Foreign Direct Investment (FDI) has become a very attractive means of investment lately. A type of investment wherein an individual or a firm located in country A invests in the business located in country B, there have been numerous questions related to it including a very important one being how to get funds under FDI. Some common types of FDI undertaken over the years include Horizontal, Vertical and Conglomerate Foreign Direct investments.
Let us try to understand and grasp this concept with the help of an example wherein a UK firm wants to fund its Indian venture. The following channels can be used to achieve the same:
- Equity Capital being a very traditional means of funding, allows the company to issue the amount of equity capital which is limited to the authorised capital which is mentioned in the Memorandum of Association that applies to it. In case an entity which is a non-resident of the country it wants to invest in, being the Indian LLP in this case, it can be done provided the funds are infused by means of a contribution whilst adhering to the conditions laid down by the FDI.

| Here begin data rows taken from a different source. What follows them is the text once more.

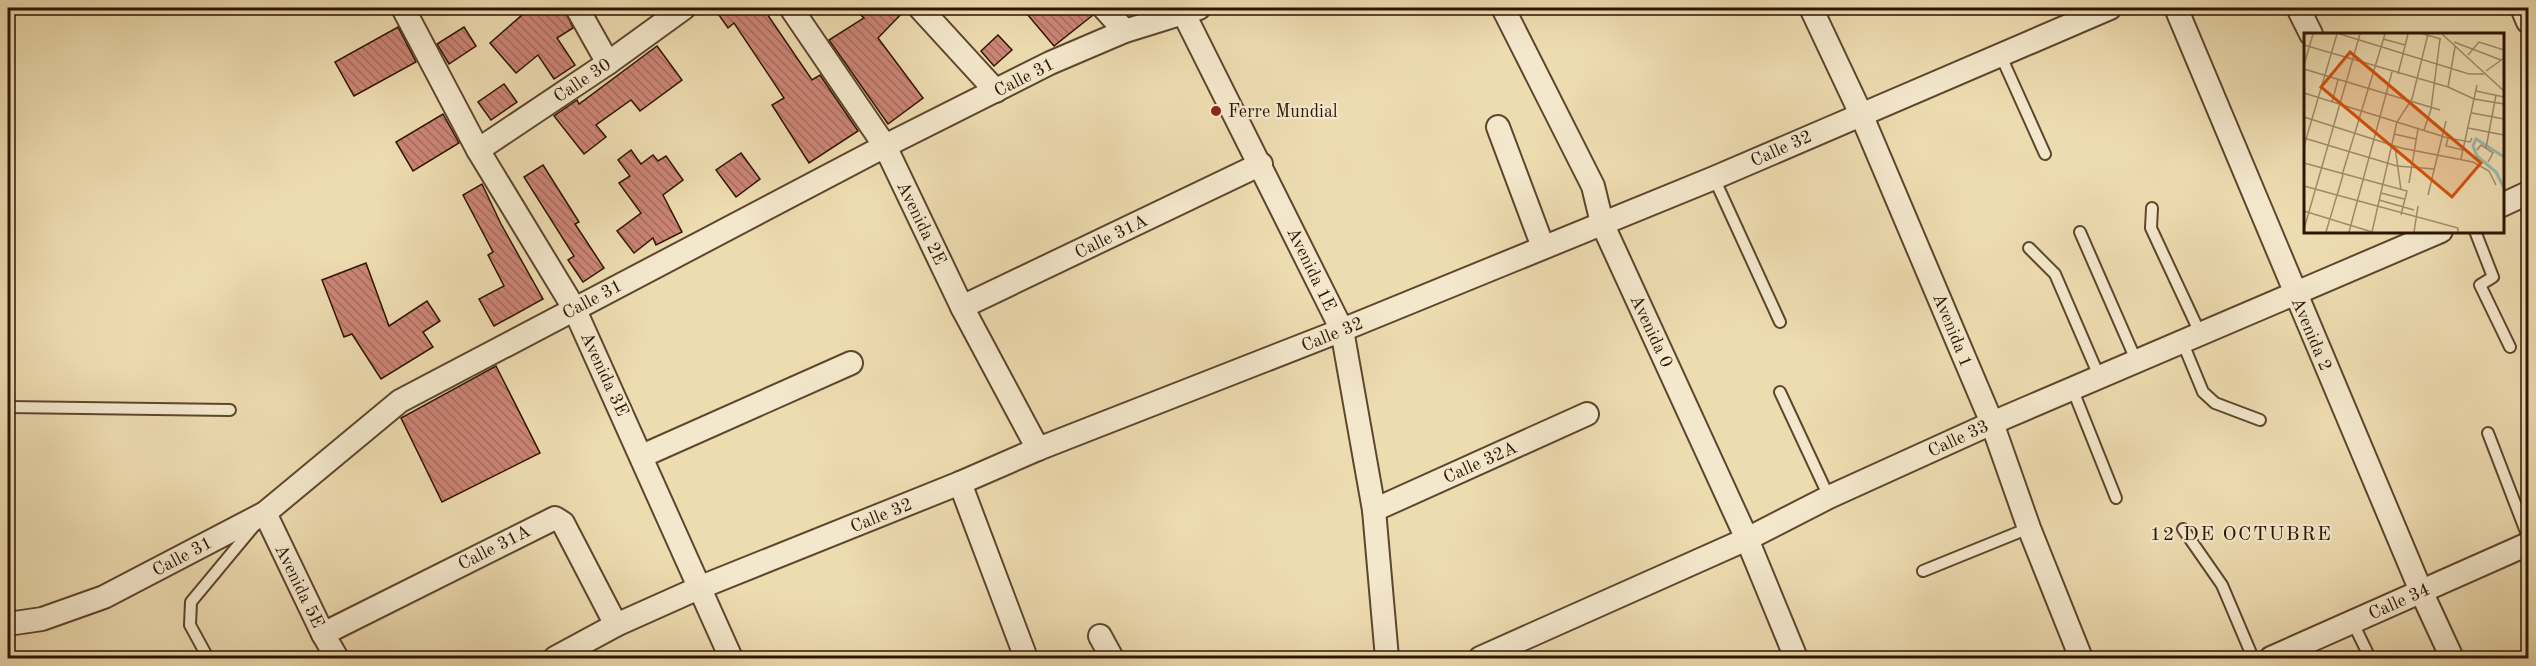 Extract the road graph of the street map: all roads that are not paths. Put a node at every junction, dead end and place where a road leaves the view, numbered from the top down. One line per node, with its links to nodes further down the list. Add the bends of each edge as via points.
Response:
1 (403, 8): 23 (street, Avenida 3E)
2 (577, 8): 18 (street)
3 (684, 8): 18 (street, Calle 30)
4 (791, 8): 22 (street, Avenida 2E)
5 (920, 8): 19 (street)
6 (1104, 8): 15 (street)
7 (1503, 8): 30 (street, Avenida 0, via 1593,186)
8 (1811, 8): 20 (street, Avenida 1)
9 (2110, 8): 17 (street, Calle 32)
10 (2176, 8): 37 (street, Avenida 2)
11 (2298, 8): 16 (street)
12 (2522, 8): 14 (street)
13 (1188, 9): 15 (street, Calle 31); 25 (street, Avenida 1E)
14 (2529, 22)
15 (1125, 31): 19 (street, Calle 31)
16 (2310, 33)
17 (2000, 54): 20 (street, Calle 32); 24 (lane)
18 (608, 63): 23 (street, Calle 30)
19 (996, 91): 22 (street, Calle 31)
20 (1861, 114): 26 (street, Calle 32); 53 (street, Avenida 1)
21 (1498, 128): 35 (street)
22 (885, 146): 38 (street, Avenida 2E); 39 (street, Calle 31)
23 (478, 150): 39 (street, Avenida 3E)
24 (2045, 154)
25 (1261, 164): 38 (street, Calle 31A); 41 (street, Avenida 1E)
26 (1714, 178): 30 (street, Calle 32); 40 (lane)
27 (2529, 193): 28 (street)
28 (2503, 205)
29 (2152, 208): 42 (lane, via 2151,228)
30 (1602, 223): 35 (street, Calle 32); 65 (street, Avenida 0)
31 (2080, 232): 44 (lane)
32 (2435, 232): 34 (street, Calle 33)
33 (2475, 232): 43 (lane, via 2493,277 2480,285)
34 (2407, 237): 37 (street, Calle 33)
35 (1543, 247): 41 (street, Calle 32)
36 (2029, 248): 46 (lane, via 2055,274)
37 (2295, 293): 42 (street, Calle 33); 69 (street, Avenida 2)
38 (962, 307): 55 (street, Avenida 2E)
39 (574, 308): 56 (street, Avenida 3E); 61 (street, Calle 31, via 400,400)
40 (1780, 322)
41 (1342, 330): 55 (street, Calle 32); 60 (street, Avenida 1E)
42 (2191, 337): 44 (street, Calle 33); 52 (lane, via 2203,392 2215,404)
43 (2510, 347)
44 (2136, 360): 46 (street, Calle 33)
45 (850, 363): 56 (street)
46 (2099, 376): 47 (street, Calle 33)
47 (2072, 388): 53 (street, Calle 33); 59 (lane)
48 (1780, 392): 58 (lane)
49 (8, 407): 50 (lane)
50 (230, 410)
51 (1587, 414): 60 (street, Calle 32A)
52 (2260, 420)
53 (1992, 423): 58 (street, Calle 33); 62 (street, Avenida 1)
54 (2488, 432): 64 (lane)
55 (1038, 448): 57 (street, Calle 32)
56 (642, 456): 68 (street, Avenida 3E)
57 (960, 483): 68 (street, Calle 32); 79 (street)
58 (1829, 496): 65 (street, Calle 33)
59 (2116, 498)
60 (1374, 510): 81 (street, Avenida 1E)
61 (265, 513): 71 (street, Calle 31, via 104,597 42,619); 73 (street, Avenida 5E); 75 (lane, via 191,602 190,625)
62 (2029, 528): 67 (lane); 84 (street, Avenida 1)
63 (2184, 529): 85 (lane, via 2222,585)
64 (2529, 537)
65 (1747, 539): 82 (street, Calle 33); 83 (street, Avenida 0)
66 (2529, 544): 69 (street, Calle 34)
67 (1923, 571)
68 (701, 587): 72 (street, Calle 32); 78 (street, Avenida 3E)
69 (2421, 591): 70 (street, Calle 34); 88 (street, Avenida 2)
70 (2352, 621): 86 (street, Calle 34); 87 (lane)
71 (8, 624)
72 (616, 625): 73 (street, Calle 31A, via 563,523 555,518); 77 (street, Calle 32)
73 (323, 634): 76 (street, Avenida 5E)
74 (1100, 636): 80 (street)
75 (208, 658)
76 (337, 658)
77 (555, 658)
78 (731, 658)
79 (1026, 658)
80 (1112, 658)
81 (1387, 658)
82 (1480, 658)
83 (1796, 658)
84 (2081, 658)
85 (2253, 658)
86 (2271, 658)
87 (2370, 658)
88 (2452, 658)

- Preference Share Capital is the medium through which the investors in UK can invest in an Indian company via convertible preference shares that can be converted into equity shares and are further treated as a foreign direct investment. External commercial borrowings (ECB) are another means of investment which are not converted into equity shares but need to adhere to the ECB guidelines.

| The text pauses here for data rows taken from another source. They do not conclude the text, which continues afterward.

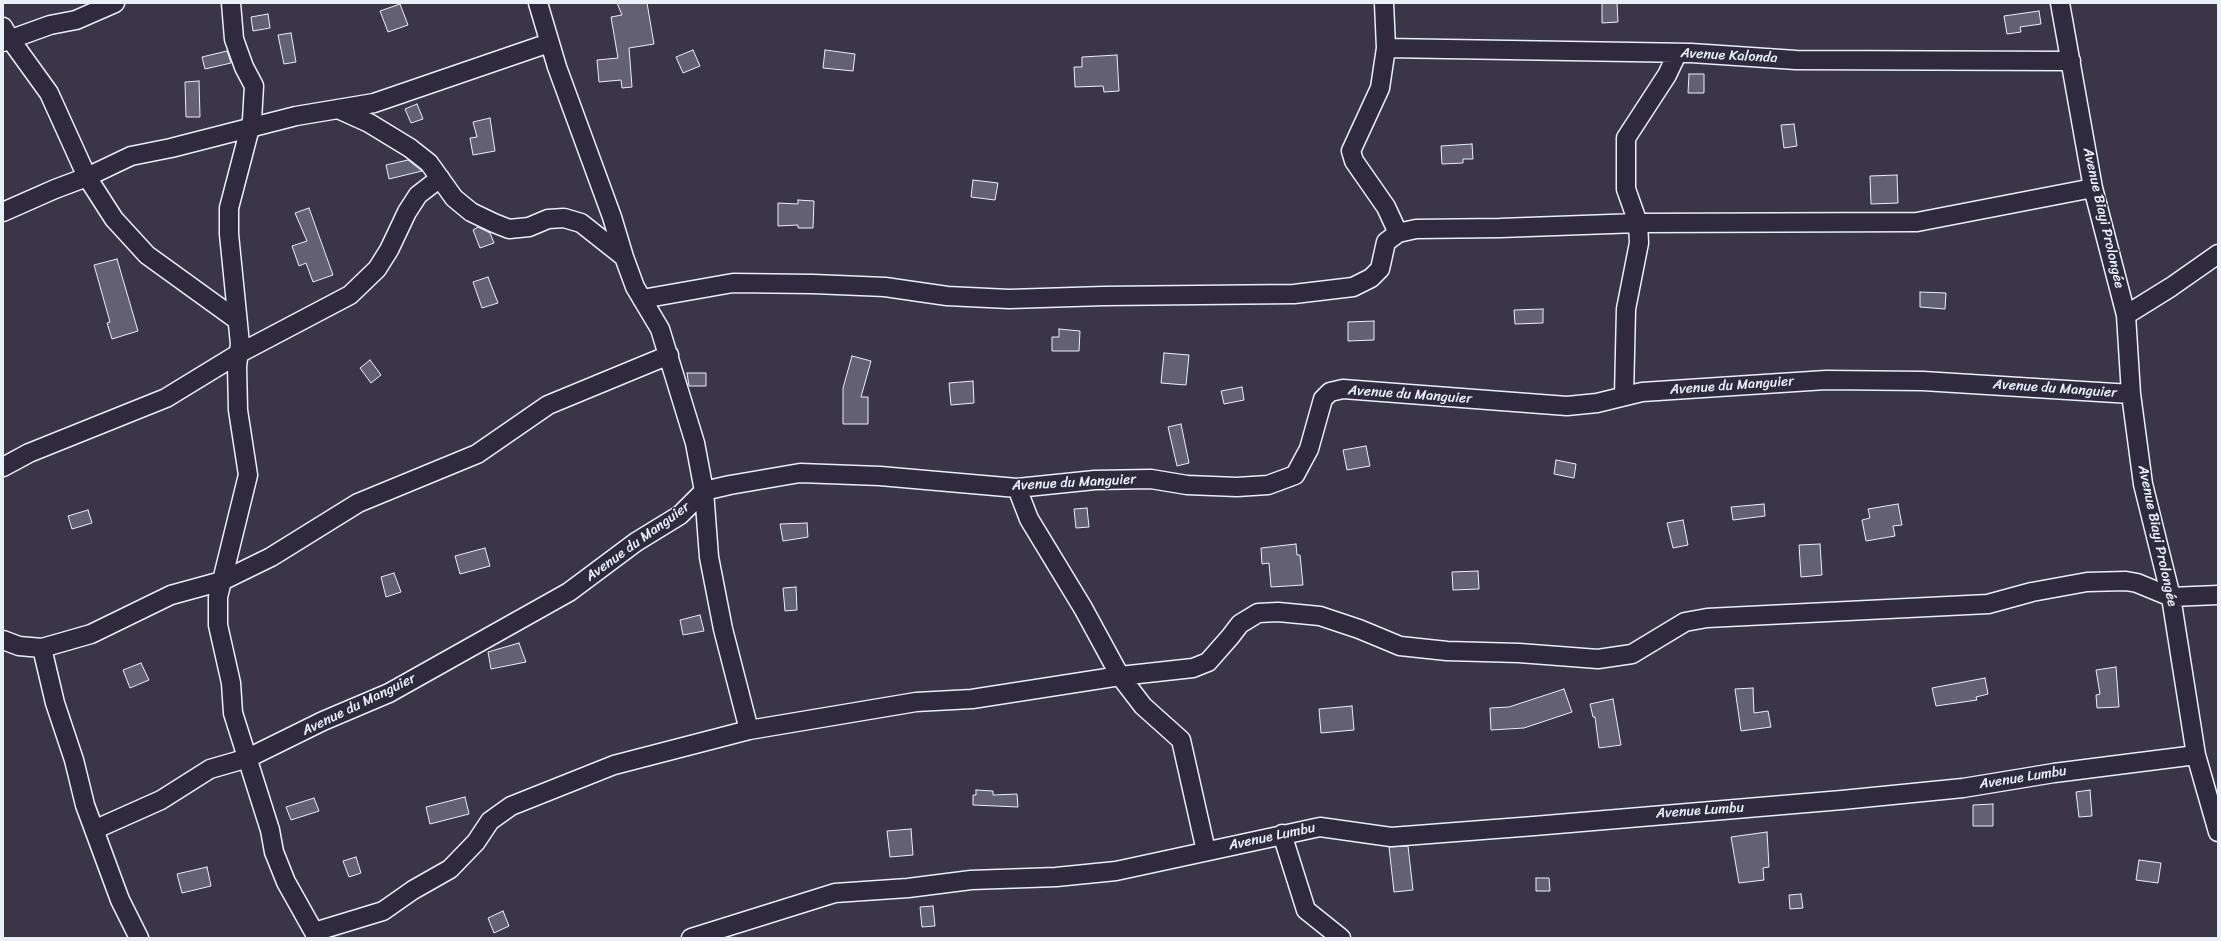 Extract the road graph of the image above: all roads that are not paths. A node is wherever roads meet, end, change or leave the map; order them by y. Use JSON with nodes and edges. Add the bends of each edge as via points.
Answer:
{"nodes":[{"id":1,"x":115,"y":3,"type":"edge"},
{"id":2,"x":231,"y":3,"type":"edge"},
{"id":3,"x":538,"y":3,"type":"edge"},
{"id":4,"x":1384,"y":3,"type":"edge"},
{"id":5,"x":2060,"y":3,"type":"edge"},
{"id":6,"x":5,"y":36,"type":"edge"},
{"id":7,"x":549,"y":43,"type":"junction"},
{"id":8,"x":1386,"y":48,"type":"junction"},
{"id":9,"x":1677,"y":54,"type":"junction"},
{"id":10,"x":2071,"y":61,"type":"junction"},
{"id":11,"x":338,"y":109,"type":"junction"},
{"id":12,"x":250,"y":128,"type":"junction"},
{"id":13,"x":87,"y":177,"type":"junction"},
{"id":14,"x":440,"y":178,"type":"junction"},
{"id":15,"x":2093,"y":188,"type":"junction"},
{"id":16,"x":3,"y":212,"type":"edge"},
{"id":17,"x":1638,"y":223,"type":"junction"},
{"id":18,"x":1398,"y":233,"type":"junction"},
{"id":19,"x":2218,"y":254,"type":"edge"},
{"id":20,"x":624,"y":257,"type":"junction"},
{"id":21,"x":642,"y":299,"type":"junction"},
{"id":22,"x":2126,"y":315,"type":"junction"},
{"id":23,"x":237,"y":320,"type":"junction"},
{"id":24,"x":238,"y":354,"type":"junction"},
{"id":25,"x":669,"y":356,"type":"junction"},
{"id":26,"x":2131,"y":394,"type":"junction"},
{"id":27,"x":1624,"y":396,"type":"junction"},
{"id":28,"x":3,"y":467,"type":"edge"},
{"id":29,"x":1017,"y":488,"type":"junction"},
{"id":30,"x":704,"y":491,"type":"junction"},
{"id":31,"x":222,"y":581,"type":"junction"},
{"id":32,"x":2218,"y":595,"type":"edge"},
{"id":33,"x":2171,"y":597,"type":"junction"},
{"id":34,"x":3,"y":640,"type":"edge"},
{"id":35,"x":42,"y":648,"type":"junction"},
{"id":36,"x":1120,"y":676,"type":"junction"},
{"id":37,"x":749,"y":730,"type":"junction"},
{"id":38,"x":2196,"y":755,"type":"junction"},
{"id":39,"x":248,"y":758,"type":"junction"},
{"id":40,"x":96,"y":829,"type":"junction"},
{"id":41,"x":2218,"y":832,"type":"edge"},
{"id":42,"x":1282,"y":834,"type":"junction"},
{"id":43,"x":1206,"y":851,"type":"junction"},
{"id":44,"x":315,"y":935,"type":"edge"},
{"id":45,"x":139,"y":938,"type":"edge"},
{"id":46,"x":691,"y":938,"type":"edge"},
{"id":47,"x":1341,"y":938,"type":"edge"}],
"edges":[{"from":1,"to":6,"type":"street","via":[[76,20]]},
{"from":2,"to":12,"type":"street","via":[[234,39],[254,86]]},
{"from":3,"to":7,"type":"street"},
{"from":4,"to":8,"type":"street"},
{"from":5,"to":10,"type":"street","name":"Avenue Biayi Prolongée"},
{"from":6,"to":13,"type":"street","via":[[49,93]]},
{"from":7,"to":11,"type":"street","via":[[374,103]]},
{"from":7,"to":20,"type":"street"},
{"from":8,"to":9,"type":"street","name":"Avenue Kalonda"},
{"from":8,"to":18,"type":"street","via":[[1380,88],[1351,151],[1354,161],[1386,207]]},
{"from":9,"to":10,"type":"street","name":"Avenue Kalonda","via":[[1796,60]]},
{"from":9,"to":17,"type":"street","via":[[1626,138],[1626,189]]},
{"from":10,"to":15,"type":"street","name":"Avenue Biayi Prolongée"},
{"from":11,"to":12,"type":"street","via":[[296,116]]},
{"from":11,"to":14,"type":"street","via":[[369,122],[410,148],[429,163]]},
{"from":12,"to":13,"type":"street","via":[[130,156]]},
{"from":12,"to":23,"type":"street","via":[[229,208]]},
{"from":13,"to":16,"type":"street"},
{"from":13,"to":23,"type":"street","via":[[114,219],[147,255]]},
{"from":14,"to":20,"type":"street","via":[[454,198],[471,212],[494,223],[509,229],[529,227],[548,219],[564,218],[581,224]]},
{"from":14,"to":24,"type":"street","via":[[418,195],[377,269],[350,295]]},
{"from":15,"to":17,"type":"street","via":[[1917,222]]},
{"from":15,"to":22,"type":"street","name":"Avenue Biayi Prolongée"},
{"from":17,"to":18,"type":"street","via":[[1416,229]]},
{"from":17,"to":27,"type":"street","via":[[1639,243],[1626,309]]},
{"from":18,"to":21,"type":"street","via":[[1386,242],[1380,269],[1370,278],[1353,286],[1294,294],[1009,299],[947,296],[885,287],[733,283]]},
{"from":19,"to":22,"type":"street"},
{"from":20,"to":21,"type":"street"},
{"from":21,"to":25,"type":"street","via":[[656,320]]},
{"from":22,"to":26,"type":"street","name":"Avenue Biayi Prolongée"},
{"from":23,"to":24,"type":"street","via":[[240,344]]},
{"from":24,"to":28,"type":"street","via":[[166,398],[29,453]]},
{"from":24,"to":31,"type":"street","via":[[238,410],[248,475]]},
{"from":25,"to":30,"type":"street","via":[[695,442]]},
{"from":25,"to":31,"type":"street","via":[[548,405],[477,454],[358,503],[271,557]]},
{"from":26,"to":27,"type":"street","name":"Avenue du Manguier","via":[[1923,381],[1826,380],[1642,392]]},
{"from":26,"to":33,"type":"street","name":"Avenue Biayi Prolongée","via":[[2143,484]]},
{"from":27,"to":29,"type":"street","name":"Avenue du Manguier","via":[[1597,403],[1567,406],[1344,389],[1330,392],[1323,399],[1309,449],[1295,475],[1268,484],[1237,487],[1151,479],[1096,480]]},
{"from":29,"to":30,"type":"street","name":"Avenue du Manguier","via":[[880,476],[800,473]]},
{"from":29,"to":36,"type":"street","via":[[1029,519],[1083,608]]},
{"from":30,"to":37,"type":"street","via":[[709,557]]},
{"from":30,"to":39,"type":"street","name":"Avenue du Manguier","via":[[680,515],[636,542],[569,592],[389,693],[323,721]]},
{"from":31,"to":35,"type":"street","via":[[171,595],[91,634]]},
{"from":31,"to":39,"type":"street","via":[[218,597],[218,625],[231,683],[233,713]]},
{"from":32,"to":33,"type":"street"},
{"from":33,"to":36,"type":"street","via":[[2137,583],[2103,582],[2032,592],[1988,604],[1707,618],[1685,622],[1632,654],[1598,659],[1400,646],[1320,616],[1258,613],[1240,624],[1208,662],[1193,668]]},
{"from":33,"to":38,"type":"street","name":"Avenue Biayi Prolongée"},
{"from":34,"to":35,"type":"street","via":[[19,646]]},
{"from":35,"to":40,"type":"street","via":[[55,703],[86,805]]},
{"from":36,"to":37,"type":"street","via":[[972,699],[916,702]]},
{"from":36,"to":43,"type":"street","via":[[1144,706],[1181,740]]},
{"from":37,"to":44,"type":"street","via":[[614,765],[511,806],[490,821],[476,842],[450,869],[413,890],[383,912]]},
{"from":38,"to":41,"type":"street","name":"Avenue Biayi Prolongée"},
{"from":38,"to":42,"type":"street","name":"Avenue Lumbu","via":[[2054,773],[1963,788],[1842,800],[1391,837],[1320,827]]},
{"from":39,"to":40,"type":"street","name":"Avenue du Manguier","via":[[210,769],[160,800]]},
{"from":39,"to":44,"type":"street","via":[[270,830],[274,852],[286,882]]},
{"from":40,"to":45,"type":"street","via":[[120,900]]},
{"from":42,"to":43,"type":"street","name":"Avenue Lumbu"},
{"from":42,"to":47,"type":"street","via":[[1306,910]]},
{"from":43,"to":46,"type":"street","name":"Avenue Lumbu","via":[[1116,871],[1056,877],[971,880],[835,893]]}]}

- External Commercial Borrowings (ECB) are the debts which an Indian company raises in a foreign country. The Ministry of Finance and Reserve Bank of India regulate these ECBs. Two routes are available to access the ECBs comprising of an automatic route which requires post facto intimation filings (as mentioned in the FEMA regulations) need to be made and approval route as part of which a formal permission needs to be obtained from the RBI to be able to raise the external commercial borrowings (ECBs).
- Debentures and Borrowings are means by which companies are able to raise funds, bonds, and other debt-related securities. Further, deposits from the public can also be collected in order to raise these funds. Foreign investments done in the form of convertible debentures which can be further converted into equity shares are considered as foreign direct investment.